Copy out each line below verbatim, skipping any picture.

Information supplied START

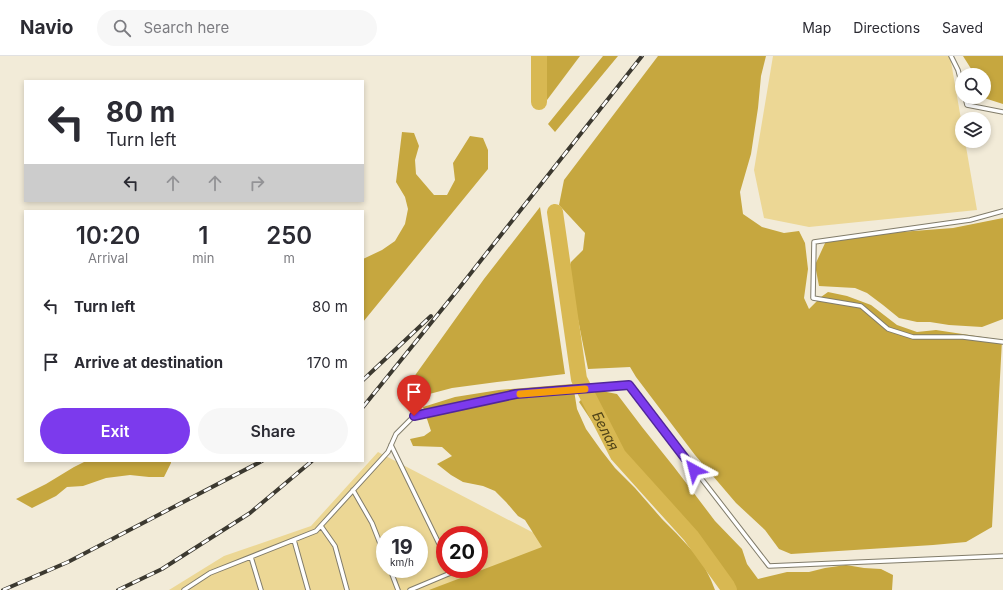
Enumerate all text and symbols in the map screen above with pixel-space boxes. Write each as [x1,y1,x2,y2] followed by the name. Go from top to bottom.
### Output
[97,10,377,46] search box
[20,16,73,39] text: Navio
[111,17,133,39] icon: search
[143,18,229,37] text: Search here
[802,19,831,36] text: Map
[853,19,920,36] text: Directions
[942,19,983,36] text: Saved
[955,68,991,148] map controls
[955,68,991,104] button: search
[106,95,175,129] text: 80 m
[40,96,92,148] icon: left
[955,112,991,148] button: layers
[106,129,176,150] text: Turn left
[120,172,142,194] icon: left
[162,172,184,194] icon: ahead
[204,172,226,194] icon: ahead
[246,172,268,194] icon: right
[76,221,140,250] text: 10:20
[198,221,208,250] text: 1
[266,221,312,250] text: 250
[88,250,128,266] text: Arrival
[192,250,214,266] text: min
[283,250,295,266] text: m
[40,295,62,317] icon: left
[74,297,135,316] text: Turn left
[312,297,348,316] text: 80 m
[40,351,62,373] icon: arrive
[74,353,223,372] text: Arrive at destination
[307,353,348,372] text: 170 m
[397,375,431,416] pin
[403,381,425,403] icon: arrive
[40,408,190,454] button: Exit
[198,408,348,454] button: Share
[589,408,623,453] water label: Белая
[673,449,715,491] position arrow
[436,526,488,578] speed limit sign: 20
[391,535,413,559] text: 19
[390,556,414,568] text: km/h

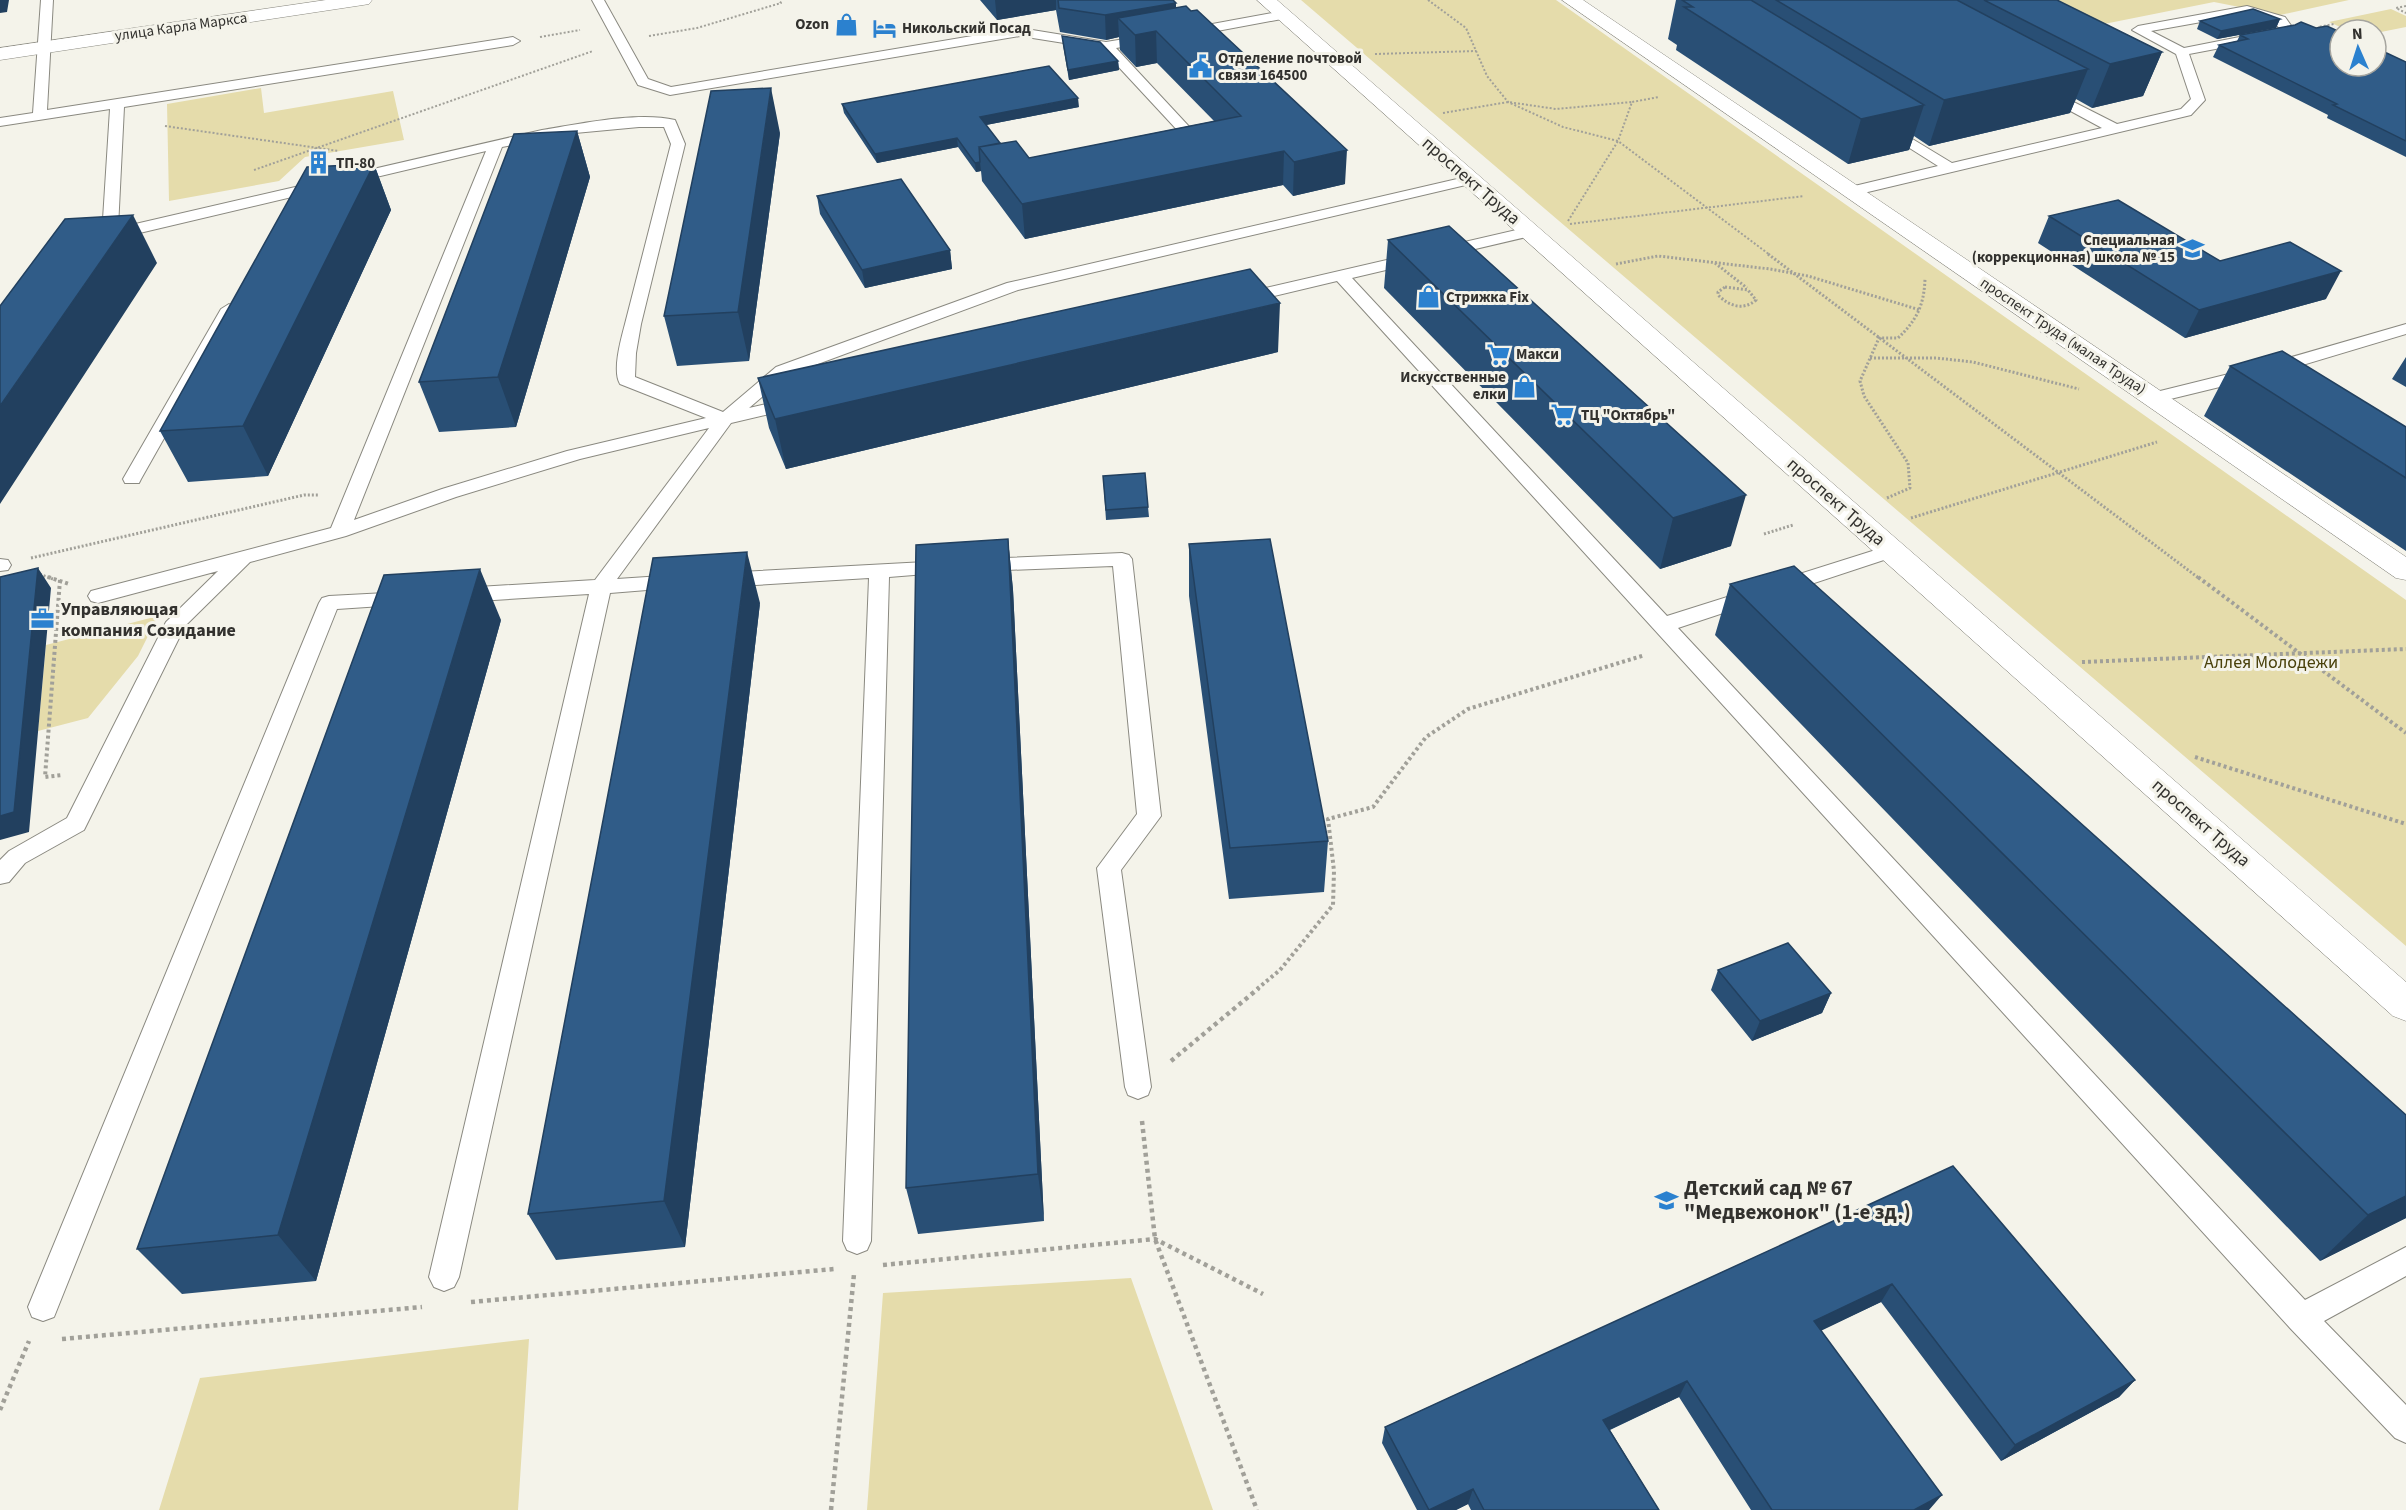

Information supplied END

Exercise answer:
Enumerate all text and symbols in the map screen above with pixel-space boxes. Write each as [x1,y1,x2,y2] followed by the name. Go from top to bottom.
### Output
[97,10,377,46] search box
[20,16,73,39] text: Navio
[111,17,133,39] icon: search
[143,18,229,37] text: Search here
[802,19,831,36] text: Map
[853,19,920,36] text: Directions
[942,19,983,36] text: Saved
[955,68,991,148] map controls
[955,68,991,104] button: search
[106,95,175,129] text: 80 m
[40,96,92,148] icon: left
[955,112,991,148] button: layers
[106,129,176,150] text: Turn left
[120,172,142,194] icon: left
[162,172,184,194] icon: ahead
[204,172,226,194] icon: ahead
[246,172,268,194] icon: right
[76,221,140,250] text: 10:20
[198,221,208,250] text: 1
[266,221,312,250] text: 250
[88,250,128,266] text: Arrival
[192,250,214,266] text: min
[283,250,295,266] text: m
[40,295,62,317] icon: left
[74,297,135,316] text: Turn left
[312,297,348,316] text: 80 m
[40,351,62,373] icon: arrive
[74,353,223,372] text: Arrive at destination
[307,353,348,372] text: 170 m
[397,375,431,416] pin
[403,381,425,403] icon: arrive
[40,408,190,454] button: Exit
[198,408,348,454] button: Share
[589,408,623,453] water label: Белая
[673,449,715,491] position arrow
[436,526,488,578] speed limit sign: 20
[391,535,413,559] text: 19
[390,556,414,568] text: km/h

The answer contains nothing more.